Logboats are the largest and most technologically sophisticated portable objects recovered from pre-Bronze Age Britain and Ireland (Figure 1). Introduced in the Mesolithic or Neolithic, they remained in use in the Atlantic Archipelago until the second half of the second millennium AD (Gregory, 1997:23-24; Lanting, 1997), fulfilling important economic and social functions in a range of applications, including transportation, fishing, and warfare. With wood types and dates known for hundreds of archaeologically-recorded logboats (Lanting, 1997-1998), an analysis of the choice of wood used in their construction might prove revealing of “lost worlds.”

Figure 1
Discovery of the Brigg logboat.
Discovery of the Brigg logboat. At 14.78 metres long and an estimated 2,809 kg (McGrail, 1978a:171), it was the largest logboat in the archaeology of Britain and Ireland. (image: Illustrated London News, 1886. Click any image to enlarge.)
Although dozens – perhaps hundreds – of additional European finds have been made in the more than two decades since Lanting’s summary and analysis of logboat dates (1997), I have not updated his list, believing that the patterns he identified are unlikely to change significantly by the addition of the new data. Likewise, patterns present in the summary works of McGrail (1978a, 1978b, for England and Wales), Mowat (1996, for Scotland), Gregory (1997, for Ireland and Scotland), and Fry (2000, for Northern Ireland) are assumed to remain substantially unchanged and no attempt has been made to gather new data specific to Britain and Ireland, other than by reference to Lanting (1997-1998).

A Preponderance of Oak

Wood types identified in archaeological logboats in Britain and Ireland are summarized in Table 1.

Table 1
Archaeological Logboats by Wood Genus, Britain and Ireland

England and Wales1
Scotland2
Ireland
Total

#
%
#
%
#
%
#
%
Oak
76
96
58
92
1683
98
302
96.5
Pine
1
1.3
5
8


6
1.9
Elm
1
1.3




1
0.3
Ash
1
1.3




1
0.3
Alder




24
1.1
2
0.6
Poplar




14
0.6
1
0.3
1 McGrail, 1978a:309
2 Gregory, 1997:162
3 Gregory, 1997:162
4 Lanting, 1997-1998-1998:628/table 1

Non-oak boats that have been reliably dated are shown in Table 2. Where a range of dates was available, the mean is shown.

Table 2
Dated Archaeological British and Irish Logboats by Wood Genus (non-oak only)
Location
Date BP
Wood type
Ireland


Carrigdirty, Co. Limerick
5820±40
poplar
Derrybrusk 1
2876±34
alder
Derrybrusk 2
2912±38
alder
Britain


Giggleswick Tarn
650±30
ash
Warrington 11
950±90
elm
(Lanting, 1997-1998-1998)

The preponderance of oak in the record is striking and calls for investigation. Was oak simply the best choice, everywhere and always?

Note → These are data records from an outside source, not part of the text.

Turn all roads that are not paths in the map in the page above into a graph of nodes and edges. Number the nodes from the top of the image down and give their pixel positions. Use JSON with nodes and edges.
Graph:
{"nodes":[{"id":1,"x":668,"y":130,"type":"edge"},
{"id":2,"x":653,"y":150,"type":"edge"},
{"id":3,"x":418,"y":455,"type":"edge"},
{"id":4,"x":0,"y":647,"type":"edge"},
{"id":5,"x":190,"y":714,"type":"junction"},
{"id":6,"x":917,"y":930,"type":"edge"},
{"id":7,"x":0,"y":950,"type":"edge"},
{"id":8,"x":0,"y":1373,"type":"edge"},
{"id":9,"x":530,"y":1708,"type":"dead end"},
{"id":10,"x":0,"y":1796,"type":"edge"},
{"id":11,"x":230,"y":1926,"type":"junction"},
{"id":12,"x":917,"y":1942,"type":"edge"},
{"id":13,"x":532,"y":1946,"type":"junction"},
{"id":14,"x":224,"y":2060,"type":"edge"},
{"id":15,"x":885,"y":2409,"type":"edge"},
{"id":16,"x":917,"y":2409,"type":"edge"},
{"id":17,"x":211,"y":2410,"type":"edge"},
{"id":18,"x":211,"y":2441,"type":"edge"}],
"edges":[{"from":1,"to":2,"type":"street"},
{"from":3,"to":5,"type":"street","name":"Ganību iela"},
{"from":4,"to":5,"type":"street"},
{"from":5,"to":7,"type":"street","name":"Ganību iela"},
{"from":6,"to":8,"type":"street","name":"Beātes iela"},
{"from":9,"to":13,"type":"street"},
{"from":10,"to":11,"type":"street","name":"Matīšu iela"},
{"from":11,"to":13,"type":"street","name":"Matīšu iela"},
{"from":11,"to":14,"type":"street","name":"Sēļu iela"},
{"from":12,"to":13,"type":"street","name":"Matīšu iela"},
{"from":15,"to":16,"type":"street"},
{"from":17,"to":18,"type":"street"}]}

According to McGrail (1978a:117), the “ideal tree” for the construction of a basic logboat has the following characteristics:
  • “Long straight bole of substantial girth and little taper, with straight grain and no recent branches low down.”
  • durable, resistant to rot, easy to work, strong, lightweight
  • located where it can be easily and safely felled and readily moved to a water-course
McGrail goes on to state, “Of the species of timber available during the past 6000 years in north-west Europe, forest-grown oak (Quercus sp) appears to be the nearest to the ideal for logboat hulls” (1978a:117). This statement is subject to amendment, as will be seen below. For the moment, it is sufficient to observe that it would be remarkable if the “ideal tree” for more than 90 percent of logboat builders throughout Britain and Ireland had been of a single genus, readily available over the course of nearly 6,000 years and always growing in a convenient location for felling and easy transfer to the desired watercourse.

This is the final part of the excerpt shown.